----- RECORDS SHOWN

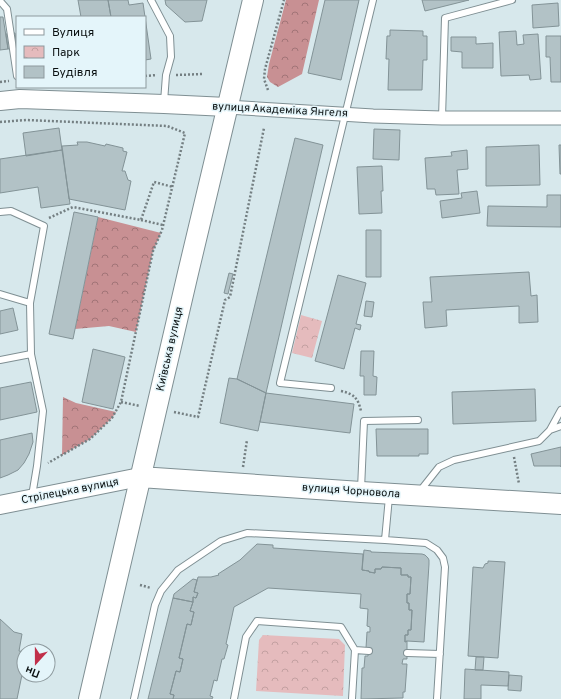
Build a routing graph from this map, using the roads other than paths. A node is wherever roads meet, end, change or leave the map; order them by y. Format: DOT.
graph roads {
  1 [pos="6,0"];
  2 [pos="151,0"];
  3 [pos="253,0"];
  4 [pos="373,0"];
  5 [pos="512,0"];
  6 [pos="0,1"];
  7 [pos="7,9"];
  8 [pos="16,69"];
  9 [pos="0,102"];
  10 [pos="164,104"];
  11 [pos="227,107"];
  12 [pos="345,114"];
  13 [pos="442,118"];
  14 [pos="561,118"];
  15 [pos="0,212"];
  16 [pos="0,294"];
  17 [pos="30,303"];
  18 [pos="31,354"];
  19 [pos="0,360"];
  20 [pos="331,388"];
  21 [pos="561,410"];
  22 [pos="418,420"];
  23 [pos="561,426"];
  24 [pos="550,430"];
  25 [pos="140,477"];
  26 [pos="361,492"];
  27 [pos="389,494"];
  28 [pos="417,495"];
  29 [pos="32,498"];
  30 [pos="561,504"];
  31 [pos="0,505"];
  32 [pos="385,540"];
  33 [pos="355,650"];
  34 [pos="369,651"];
  35 [pos="407,653"];
  36 [pos="440,654"];
  37 [pos="89,699"];
  38 [pos="134,699"];
  39 [pos="234,699"];
  40 [pos="352,699"];
  41 [pos="437,699"];
  1 -- 7 [label="lane"];
  2 -- 10 [label="lane"];
  3 -- 11 [label="main road, Київська вулиця"];
  4 -- 12 [label="lane"];
  5 -- 13 [label="lane"];
  6 -- 7 [label="lane"];
  7 -- 8 [label="lane"];
  9 -- 10 [label="main road, вулиця Академіка Янгеля"];
  10 -- 11 [label="main road, вулиця Академіка Янгеля"];
  11 -- 12 [label="street, вулиця Академіка Янгеля"];
  11 -- 25 [label="main road, Київська вулиця"];
  12 -- 13 [label="street, вулиця Академіка Янгеля"];
  12 -- 20 [label="lane"];
  13 -- 14 [label="street, вулиця Академіка Янгеля"];
  15 -- 17 [label="lane"];
  16 -- 17 [label="lane"];
  17 -- 18 [label="lane"];
  18 -- 19 [label="lane"];
  18 -- 29 [label="lane"];
  21 -- 24 [label="lane"];
  22 -- 26 [label="lane"];
  23 -- 24 [label="lane"];
  24 -- 28 [label="lane"];
  25 -- 26 [label="main road, вулиця Чорновола"];
  25 -- 29 [label="main road, Стрілецька вулиця"];
  25 -- 37 [label="main road, Київська вулиця"];
  26 -- 27 [label="main road, вулиця Чорновола"];
  27 -- 28 [label="main road, вулиця Чорновола"];
  27 -- 32 [label="lane"];
  28 -- 30 [label="main road, вулиця Чорновола"];
  29 -- 31 [label="main road, Стрілецька вулиця"];
  32 -- 36 [label="lane"];
  32 -- 38 [label="lane"];
  33 -- 34 [label="lane"];
  33 -- 39 [label="lane"];
  33 -- 40 [label="lane"];
  35 -- 36 [label="lane"];
  36 -- 41 [label="lane"];
}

----------

Repeat the listing above exactly, with no pictures.

**FINISHED EXERCISE:**
Build a routing graph from this map, using the roads other than paths. A node is wherever roads meet, end, change or leave the map; order them by y. Format: DOT.
graph roads {
  1 [pos="6,0"];
  2 [pos="151,0"];
  3 [pos="253,0"];
  4 [pos="373,0"];
  5 [pos="512,0"];
  6 [pos="0,1"];
  7 [pos="7,9"];
  8 [pos="16,69"];
  9 [pos="0,102"];
  10 [pos="164,104"];
  11 [pos="227,107"];
  12 [pos="345,114"];
  13 [pos="442,118"];
  14 [pos="561,118"];
  15 [pos="0,212"];
  16 [pos="0,294"];
  17 [pos="30,303"];
  18 [pos="31,354"];
  19 [pos="0,360"];
  20 [pos="331,388"];
  21 [pos="561,410"];
  22 [pos="418,420"];
  23 [pos="561,426"];
  24 [pos="550,430"];
  25 [pos="140,477"];
  26 [pos="361,492"];
  27 [pos="389,494"];
  28 [pos="417,495"];
  29 [pos="32,498"];
  30 [pos="561,504"];
  31 [pos="0,505"];
  32 [pos="385,540"];
  33 [pos="355,650"];
  34 [pos="369,651"];
  35 [pos="407,653"];
  36 [pos="440,654"];
  37 [pos="89,699"];
  38 [pos="134,699"];
  39 [pos="234,699"];
  40 [pos="352,699"];
  41 [pos="437,699"];
  1 -- 7 [label="lane"];
  2 -- 10 [label="lane"];
  3 -- 11 [label="main road, Київська вулиця"];
  4 -- 12 [label="lane"];
  5 -- 13 [label="lane"];
  6 -- 7 [label="lane"];
  7 -- 8 [label="lane"];
  9 -- 10 [label="main road, вулиця Академіка Янгеля"];
  10 -- 11 [label="main road, вулиця Академіка Янгеля"];
  11 -- 12 [label="street, вулиця Академіка Янгеля"];
  11 -- 25 [label="main road, Київська вулиця"];
  12 -- 13 [label="street, вулиця Академіка Янгеля"];
  12 -- 20 [label="lane"];
  13 -- 14 [label="street, вулиця Академіка Янгеля"];
  15 -- 17 [label="lane"];
  16 -- 17 [label="lane"];
  17 -- 18 [label="lane"];
  18 -- 19 [label="lane"];
  18 -- 29 [label="lane"];
  21 -- 24 [label="lane"];
  22 -- 26 [label="lane"];
  23 -- 24 [label="lane"];
  24 -- 28 [label="lane"];
  25 -- 26 [label="main road, вулиця Чорновола"];
  25 -- 29 [label="main road, Стрілецька вулиця"];
  25 -- 37 [label="main road, Київська вулиця"];
  26 -- 27 [label="main road, вулиця Чорновола"];
  27 -- 28 [label="main road, вулиця Чорновола"];
  27 -- 32 [label="lane"];
  28 -- 30 [label="main road, вулиця Чорновола"];
  29 -- 31 [label="main road, Стрілецька вулиця"];
  32 -- 36 [label="lane"];
  32 -- 38 [label="lane"];
  33 -- 34 [label="lane"];
  33 -- 39 [label="lane"];
  33 -- 40 [label="lane"];
  35 -- 36 [label="lane"];
  36 -- 41 [label="lane"];
}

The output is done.